### Extracted data
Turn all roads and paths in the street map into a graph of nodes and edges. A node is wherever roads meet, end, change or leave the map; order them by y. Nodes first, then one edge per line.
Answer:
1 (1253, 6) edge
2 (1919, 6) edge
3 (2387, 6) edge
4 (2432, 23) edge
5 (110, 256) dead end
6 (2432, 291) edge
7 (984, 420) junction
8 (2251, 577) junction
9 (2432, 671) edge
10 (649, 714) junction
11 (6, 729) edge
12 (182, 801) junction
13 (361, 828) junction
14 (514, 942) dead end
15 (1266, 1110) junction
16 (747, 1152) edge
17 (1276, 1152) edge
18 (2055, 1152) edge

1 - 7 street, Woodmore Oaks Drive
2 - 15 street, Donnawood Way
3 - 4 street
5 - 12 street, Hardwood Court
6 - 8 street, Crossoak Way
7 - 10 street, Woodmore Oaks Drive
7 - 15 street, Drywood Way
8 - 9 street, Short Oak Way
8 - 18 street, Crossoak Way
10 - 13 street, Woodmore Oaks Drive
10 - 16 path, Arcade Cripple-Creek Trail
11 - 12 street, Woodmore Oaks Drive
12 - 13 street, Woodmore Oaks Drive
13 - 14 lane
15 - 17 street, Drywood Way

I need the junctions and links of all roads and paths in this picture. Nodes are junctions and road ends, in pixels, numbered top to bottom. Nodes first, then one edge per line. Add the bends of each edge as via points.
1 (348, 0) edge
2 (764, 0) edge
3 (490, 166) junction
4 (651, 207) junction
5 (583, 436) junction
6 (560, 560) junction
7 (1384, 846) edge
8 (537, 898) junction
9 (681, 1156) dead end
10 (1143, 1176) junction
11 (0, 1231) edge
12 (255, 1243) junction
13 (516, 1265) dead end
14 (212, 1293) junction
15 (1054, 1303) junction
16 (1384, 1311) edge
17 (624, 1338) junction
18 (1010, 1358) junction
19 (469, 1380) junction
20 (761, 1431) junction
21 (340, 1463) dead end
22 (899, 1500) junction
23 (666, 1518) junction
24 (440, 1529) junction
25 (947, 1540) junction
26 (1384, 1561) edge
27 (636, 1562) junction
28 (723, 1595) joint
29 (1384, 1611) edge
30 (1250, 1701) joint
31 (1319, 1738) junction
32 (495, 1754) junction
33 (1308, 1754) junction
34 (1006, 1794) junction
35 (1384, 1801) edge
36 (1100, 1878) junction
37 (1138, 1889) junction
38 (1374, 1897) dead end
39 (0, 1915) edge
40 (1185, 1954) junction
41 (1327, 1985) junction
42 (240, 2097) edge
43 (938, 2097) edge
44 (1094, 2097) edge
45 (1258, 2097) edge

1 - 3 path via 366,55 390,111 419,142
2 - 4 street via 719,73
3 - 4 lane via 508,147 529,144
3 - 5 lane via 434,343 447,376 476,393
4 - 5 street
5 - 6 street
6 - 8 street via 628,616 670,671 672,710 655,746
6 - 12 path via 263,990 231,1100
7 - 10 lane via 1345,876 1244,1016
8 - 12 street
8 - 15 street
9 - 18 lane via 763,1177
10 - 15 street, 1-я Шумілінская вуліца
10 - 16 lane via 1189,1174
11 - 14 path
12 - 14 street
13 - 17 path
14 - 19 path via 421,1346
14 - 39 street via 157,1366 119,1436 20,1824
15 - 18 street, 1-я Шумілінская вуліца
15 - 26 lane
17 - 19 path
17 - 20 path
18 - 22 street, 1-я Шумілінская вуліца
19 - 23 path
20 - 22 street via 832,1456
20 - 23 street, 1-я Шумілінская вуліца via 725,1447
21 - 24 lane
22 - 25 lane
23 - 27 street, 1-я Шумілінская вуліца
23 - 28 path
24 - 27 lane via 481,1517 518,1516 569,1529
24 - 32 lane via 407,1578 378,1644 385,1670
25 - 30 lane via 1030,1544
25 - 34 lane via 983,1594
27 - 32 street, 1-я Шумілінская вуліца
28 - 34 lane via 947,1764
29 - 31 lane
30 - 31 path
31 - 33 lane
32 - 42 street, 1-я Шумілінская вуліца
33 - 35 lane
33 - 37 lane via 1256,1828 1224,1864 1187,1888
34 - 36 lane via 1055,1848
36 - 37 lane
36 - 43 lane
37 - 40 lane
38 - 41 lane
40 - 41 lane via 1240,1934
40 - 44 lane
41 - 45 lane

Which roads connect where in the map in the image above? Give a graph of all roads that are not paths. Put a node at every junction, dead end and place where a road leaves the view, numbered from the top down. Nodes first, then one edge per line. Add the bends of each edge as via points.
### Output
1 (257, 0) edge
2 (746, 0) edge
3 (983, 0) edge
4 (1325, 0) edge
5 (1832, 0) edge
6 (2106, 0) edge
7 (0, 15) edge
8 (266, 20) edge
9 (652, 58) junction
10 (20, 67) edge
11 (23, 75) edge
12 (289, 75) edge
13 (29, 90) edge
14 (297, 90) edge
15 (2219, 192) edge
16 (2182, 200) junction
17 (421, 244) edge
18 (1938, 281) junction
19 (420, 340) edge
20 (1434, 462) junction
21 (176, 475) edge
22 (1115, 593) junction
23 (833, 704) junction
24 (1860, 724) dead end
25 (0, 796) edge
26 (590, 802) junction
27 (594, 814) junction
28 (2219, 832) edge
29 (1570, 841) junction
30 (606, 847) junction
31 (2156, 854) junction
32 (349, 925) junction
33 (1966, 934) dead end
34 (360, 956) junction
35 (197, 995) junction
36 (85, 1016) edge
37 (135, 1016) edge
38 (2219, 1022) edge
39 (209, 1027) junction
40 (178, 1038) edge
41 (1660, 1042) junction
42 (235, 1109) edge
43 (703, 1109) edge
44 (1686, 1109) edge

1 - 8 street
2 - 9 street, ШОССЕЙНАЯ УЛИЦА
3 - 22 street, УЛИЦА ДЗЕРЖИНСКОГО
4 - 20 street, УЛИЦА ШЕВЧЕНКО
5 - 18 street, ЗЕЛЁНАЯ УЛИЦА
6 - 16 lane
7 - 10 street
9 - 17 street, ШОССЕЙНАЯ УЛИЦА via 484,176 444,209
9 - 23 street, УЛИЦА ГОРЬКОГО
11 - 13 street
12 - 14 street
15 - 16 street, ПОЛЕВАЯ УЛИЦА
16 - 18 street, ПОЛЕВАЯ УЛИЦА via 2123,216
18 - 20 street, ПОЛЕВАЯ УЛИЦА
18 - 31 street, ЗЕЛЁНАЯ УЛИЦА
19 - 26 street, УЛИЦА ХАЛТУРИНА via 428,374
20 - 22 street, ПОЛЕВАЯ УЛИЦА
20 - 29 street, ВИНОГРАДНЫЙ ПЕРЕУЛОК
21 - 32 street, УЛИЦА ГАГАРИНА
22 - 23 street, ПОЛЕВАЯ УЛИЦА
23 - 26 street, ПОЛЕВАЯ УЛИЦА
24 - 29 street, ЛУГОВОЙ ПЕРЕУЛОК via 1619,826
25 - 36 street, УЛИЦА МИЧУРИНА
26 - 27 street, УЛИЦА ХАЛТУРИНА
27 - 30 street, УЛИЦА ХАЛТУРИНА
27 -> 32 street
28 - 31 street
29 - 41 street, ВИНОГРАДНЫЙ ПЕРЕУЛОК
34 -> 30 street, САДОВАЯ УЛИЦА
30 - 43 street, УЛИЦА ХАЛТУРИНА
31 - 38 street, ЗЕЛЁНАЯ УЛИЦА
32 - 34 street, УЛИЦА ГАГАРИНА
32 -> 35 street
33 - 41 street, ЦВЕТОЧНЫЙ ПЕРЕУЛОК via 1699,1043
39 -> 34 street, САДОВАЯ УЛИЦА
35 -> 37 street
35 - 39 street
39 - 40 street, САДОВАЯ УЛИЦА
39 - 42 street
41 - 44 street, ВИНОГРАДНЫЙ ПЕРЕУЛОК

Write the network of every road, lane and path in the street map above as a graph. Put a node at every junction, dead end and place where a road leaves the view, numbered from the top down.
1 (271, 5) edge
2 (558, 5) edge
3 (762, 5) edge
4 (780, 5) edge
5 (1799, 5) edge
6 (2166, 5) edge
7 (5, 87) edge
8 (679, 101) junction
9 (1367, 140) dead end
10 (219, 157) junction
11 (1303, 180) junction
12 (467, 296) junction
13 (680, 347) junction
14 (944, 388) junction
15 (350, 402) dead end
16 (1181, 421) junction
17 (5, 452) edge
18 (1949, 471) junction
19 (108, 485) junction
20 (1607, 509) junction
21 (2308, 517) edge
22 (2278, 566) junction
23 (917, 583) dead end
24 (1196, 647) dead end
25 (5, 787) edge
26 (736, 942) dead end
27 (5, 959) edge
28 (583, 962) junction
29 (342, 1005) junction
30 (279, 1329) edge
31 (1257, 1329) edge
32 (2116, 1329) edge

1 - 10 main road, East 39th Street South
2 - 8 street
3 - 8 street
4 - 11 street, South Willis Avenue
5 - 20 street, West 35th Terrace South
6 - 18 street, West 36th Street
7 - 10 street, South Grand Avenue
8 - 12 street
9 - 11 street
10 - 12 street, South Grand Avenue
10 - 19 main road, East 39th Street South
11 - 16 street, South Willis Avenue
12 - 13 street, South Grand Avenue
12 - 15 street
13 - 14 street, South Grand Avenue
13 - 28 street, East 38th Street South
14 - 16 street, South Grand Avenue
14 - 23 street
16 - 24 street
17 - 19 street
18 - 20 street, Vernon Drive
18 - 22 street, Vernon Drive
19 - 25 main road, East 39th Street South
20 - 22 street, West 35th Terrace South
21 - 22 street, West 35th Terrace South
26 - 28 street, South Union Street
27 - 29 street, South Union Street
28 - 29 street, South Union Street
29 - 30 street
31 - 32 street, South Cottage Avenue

### Exercise directions
Copy from the entries only those lines that hold the word "ВИНОГРАДНЫЙ".

### Reply to the task
20 - 29 street, ВИНОГРАДНЫЙ ПЕРЕУЛОК
29 - 41 street, ВИНОГРАДНЫЙ ПЕРЕУЛОК
41 - 44 street, ВИНОГРАДНЫЙ ПЕРЕУЛОК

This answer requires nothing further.